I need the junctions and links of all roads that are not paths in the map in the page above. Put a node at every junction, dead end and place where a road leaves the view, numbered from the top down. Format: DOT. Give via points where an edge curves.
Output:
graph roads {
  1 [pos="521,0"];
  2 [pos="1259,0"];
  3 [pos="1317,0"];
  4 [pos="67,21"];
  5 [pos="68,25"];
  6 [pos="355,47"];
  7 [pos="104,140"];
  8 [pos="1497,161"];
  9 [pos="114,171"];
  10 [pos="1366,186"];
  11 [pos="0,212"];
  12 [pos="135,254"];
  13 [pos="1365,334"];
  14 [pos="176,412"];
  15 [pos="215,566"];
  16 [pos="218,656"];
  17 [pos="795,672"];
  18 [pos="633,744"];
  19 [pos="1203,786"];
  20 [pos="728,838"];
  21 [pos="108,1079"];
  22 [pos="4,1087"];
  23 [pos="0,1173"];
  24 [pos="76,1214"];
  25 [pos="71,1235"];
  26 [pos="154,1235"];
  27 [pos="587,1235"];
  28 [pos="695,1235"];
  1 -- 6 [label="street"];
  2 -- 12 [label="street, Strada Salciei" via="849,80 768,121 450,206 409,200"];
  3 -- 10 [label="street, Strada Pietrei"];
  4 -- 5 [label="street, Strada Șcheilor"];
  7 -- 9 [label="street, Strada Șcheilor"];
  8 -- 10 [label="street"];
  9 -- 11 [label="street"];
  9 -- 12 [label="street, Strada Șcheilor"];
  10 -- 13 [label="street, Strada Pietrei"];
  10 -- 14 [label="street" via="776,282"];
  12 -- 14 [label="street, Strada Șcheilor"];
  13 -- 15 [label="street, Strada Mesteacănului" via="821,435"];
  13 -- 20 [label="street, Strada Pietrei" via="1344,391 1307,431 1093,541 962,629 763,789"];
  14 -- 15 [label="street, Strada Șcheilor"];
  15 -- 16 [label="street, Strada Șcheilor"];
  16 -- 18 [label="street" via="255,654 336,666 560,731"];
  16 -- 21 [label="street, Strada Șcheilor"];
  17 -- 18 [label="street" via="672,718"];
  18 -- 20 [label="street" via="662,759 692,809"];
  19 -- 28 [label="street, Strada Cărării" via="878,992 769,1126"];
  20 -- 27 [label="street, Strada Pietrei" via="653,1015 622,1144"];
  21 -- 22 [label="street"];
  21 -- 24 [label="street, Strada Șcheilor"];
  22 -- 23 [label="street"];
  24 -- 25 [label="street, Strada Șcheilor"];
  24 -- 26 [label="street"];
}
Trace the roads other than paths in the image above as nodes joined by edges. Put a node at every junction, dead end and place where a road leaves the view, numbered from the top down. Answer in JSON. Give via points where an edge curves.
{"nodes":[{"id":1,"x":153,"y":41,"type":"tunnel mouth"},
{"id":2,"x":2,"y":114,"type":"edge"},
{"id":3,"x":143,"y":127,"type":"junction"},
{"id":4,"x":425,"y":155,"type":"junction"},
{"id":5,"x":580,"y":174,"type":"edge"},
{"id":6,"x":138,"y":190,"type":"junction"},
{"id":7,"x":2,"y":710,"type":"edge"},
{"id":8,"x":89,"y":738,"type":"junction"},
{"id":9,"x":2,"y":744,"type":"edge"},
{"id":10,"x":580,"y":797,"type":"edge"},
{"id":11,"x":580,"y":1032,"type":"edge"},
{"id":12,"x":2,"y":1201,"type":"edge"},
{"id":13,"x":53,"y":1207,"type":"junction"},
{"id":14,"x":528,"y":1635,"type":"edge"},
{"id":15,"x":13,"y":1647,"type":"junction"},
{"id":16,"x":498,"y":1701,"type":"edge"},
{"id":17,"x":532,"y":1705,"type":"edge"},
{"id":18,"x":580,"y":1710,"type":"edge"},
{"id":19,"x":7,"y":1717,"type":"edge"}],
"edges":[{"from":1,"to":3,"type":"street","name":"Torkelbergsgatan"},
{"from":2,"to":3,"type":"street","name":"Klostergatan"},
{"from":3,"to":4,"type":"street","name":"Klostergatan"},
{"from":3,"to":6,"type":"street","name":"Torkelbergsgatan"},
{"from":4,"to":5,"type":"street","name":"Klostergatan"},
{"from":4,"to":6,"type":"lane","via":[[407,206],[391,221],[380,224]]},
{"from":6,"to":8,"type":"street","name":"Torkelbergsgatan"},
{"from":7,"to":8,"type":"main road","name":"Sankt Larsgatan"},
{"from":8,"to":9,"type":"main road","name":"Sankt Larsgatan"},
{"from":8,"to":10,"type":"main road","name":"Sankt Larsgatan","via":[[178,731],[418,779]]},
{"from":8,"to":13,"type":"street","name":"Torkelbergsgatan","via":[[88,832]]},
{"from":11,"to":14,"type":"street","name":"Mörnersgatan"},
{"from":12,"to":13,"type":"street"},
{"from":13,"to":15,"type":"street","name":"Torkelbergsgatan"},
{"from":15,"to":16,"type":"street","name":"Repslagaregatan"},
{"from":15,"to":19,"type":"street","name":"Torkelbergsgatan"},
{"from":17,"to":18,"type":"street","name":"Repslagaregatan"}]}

**THE PROBLEM:** What's needed is an exact copy of every entry.

**RESULT FOR THIS TASK:**
I need the junctions and links of all roads that are not paths in the map in the page above. Put a node at every junction, dead end and place where a road leaves the view, numbered from the top down. Format: DOT. Give via points where an edge curves.
Output:
graph roads {
  1 [pos="521,0"];
  2 [pos="1259,0"];
  3 [pos="1317,0"];
  4 [pos="67,21"];
  5 [pos="68,25"];
  6 [pos="355,47"];
  7 [pos="104,140"];
  8 [pos="1497,161"];
  9 [pos="114,171"];
  10 [pos="1366,186"];
  11 [pos="0,212"];
  12 [pos="135,254"];
  13 [pos="1365,334"];
  14 [pos="176,412"];
  15 [pos="215,566"];
  16 [pos="218,656"];
  17 [pos="795,672"];
  18 [pos="633,744"];
  19 [pos="1203,786"];
  20 [pos="728,838"];
  21 [pos="108,1079"];
  22 [pos="4,1087"];
  23 [pos="0,1173"];
  24 [pos="76,1214"];
  25 [pos="71,1235"];
  26 [pos="154,1235"];
  27 [pos="587,1235"];
  28 [pos="695,1235"];
  1 -- 6 [label="street"];
  2 -- 12 [label="street, Strada Salciei" via="849,80 768,121 450,206 409,200"];
  3 -- 10 [label="street, Strada Pietrei"];
  4 -- 5 [label="street, Strada Șcheilor"];
  7 -- 9 [label="street, Strada Șcheilor"];
  8 -- 10 [label="street"];
  9 -- 11 [label="street"];
  9 -- 12 [label="street, Strada Șcheilor"];
  10 -- 13 [label="street, Strada Pietrei"];
  10 -- 14 [label="street" via="776,282"];
  12 -- 14 [label="street, Strada Șcheilor"];
  13 -- 15 [label="street, Strada Mesteacănului" via="821,435"];
  13 -- 20 [label="street, Strada Pietrei" via="1344,391 1307,431 1093,541 962,629 763,789"];
  14 -- 15 [label="street, Strada Șcheilor"];
  15 -- 16 [label="street, Strada Șcheilor"];
  16 -- 18 [label="street" via="255,654 336,666 560,731"];
  16 -- 21 [label="street, Strada Șcheilor"];
  17 -- 18 [label="street" via="672,718"];
  18 -- 20 [label="street" via="662,759 692,809"];
  19 -- 28 [label="street, Strada Cărării" via="878,992 769,1126"];
  20 -- 27 [label="street, Strada Pietrei" via="653,1015 622,1144"];
  21 -- 22 [label="street"];
  21 -- 24 [label="street, Strada Șcheilor"];
  22 -- 23 [label="street"];
  24 -- 25 [label="street, Strada Șcheilor"];
  24 -- 26 [label="street"];
}
Trace the roads other than paths in the image above as nodes joined by edges. Put a node at every junction, dead end and place where a road leaves the view, numbered from the top down. Answer in JSON. Give via points where an edge curves.
{"nodes":[{"id":1,"x":153,"y":41,"type":"tunnel mouth"},
{"id":2,"x":2,"y":114,"type":"edge"},
{"id":3,"x":143,"y":127,"type":"junction"},
{"id":4,"x":425,"y":155,"type":"junction"},
{"id":5,"x":580,"y":174,"type":"edge"},
{"id":6,"x":138,"y":190,"type":"junction"},
{"id":7,"x":2,"y":710,"type":"edge"},
{"id":8,"x":89,"y":738,"type":"junction"},
{"id":9,"x":2,"y":744,"type":"edge"},
{"id":10,"x":580,"y":797,"type":"edge"},
{"id":11,"x":580,"y":1032,"type":"edge"},
{"id":12,"x":2,"y":1201,"type":"edge"},
{"id":13,"x":53,"y":1207,"type":"junction"},
{"id":14,"x":528,"y":1635,"type":"edge"},
{"id":15,"x":13,"y":1647,"type":"junction"},
{"id":16,"x":498,"y":1701,"type":"edge"},
{"id":17,"x":532,"y":1705,"type":"edge"},
{"id":18,"x":580,"y":1710,"type":"edge"},
{"id":19,"x":7,"y":1717,"type":"edge"}],
"edges":[{"from":1,"to":3,"type":"street","name":"Torkelbergsgatan"},
{"from":2,"to":3,"type":"street","name":"Klostergatan"},
{"from":3,"to":4,"type":"street","name":"Klostergatan"},
{"from":3,"to":6,"type":"street","name":"Torkelbergsgatan"},
{"from":4,"to":5,"type":"street","name":"Klostergatan"},
{"from":4,"to":6,"type":"lane","via":[[407,206],[391,221],[380,224]]},
{"from":6,"to":8,"type":"street","name":"Torkelbergsgatan"},
{"from":7,"to":8,"type":"main road","name":"Sankt Larsgatan"},
{"from":8,"to":9,"type":"main road","name":"Sankt Larsgatan"},
{"from":8,"to":10,"type":"main road","name":"Sankt Larsgatan","via":[[178,731],[418,779]]},
{"from":8,"to":13,"type":"street","name":"Torkelbergsgatan","via":[[88,832]]},
{"from":11,"to":14,"type":"street","name":"Mörnersgatan"},
{"from":12,"to":13,"type":"street"},
{"from":13,"to":15,"type":"street","name":"Torkelbergsgatan"},
{"from":15,"to":16,"type":"street","name":"Repslagaregatan"},
{"from":15,"to":19,"type":"street","name":"Torkelbergsgatan"},
{"from":17,"to":18,"type":"street","name":"Repslagaregatan"}]}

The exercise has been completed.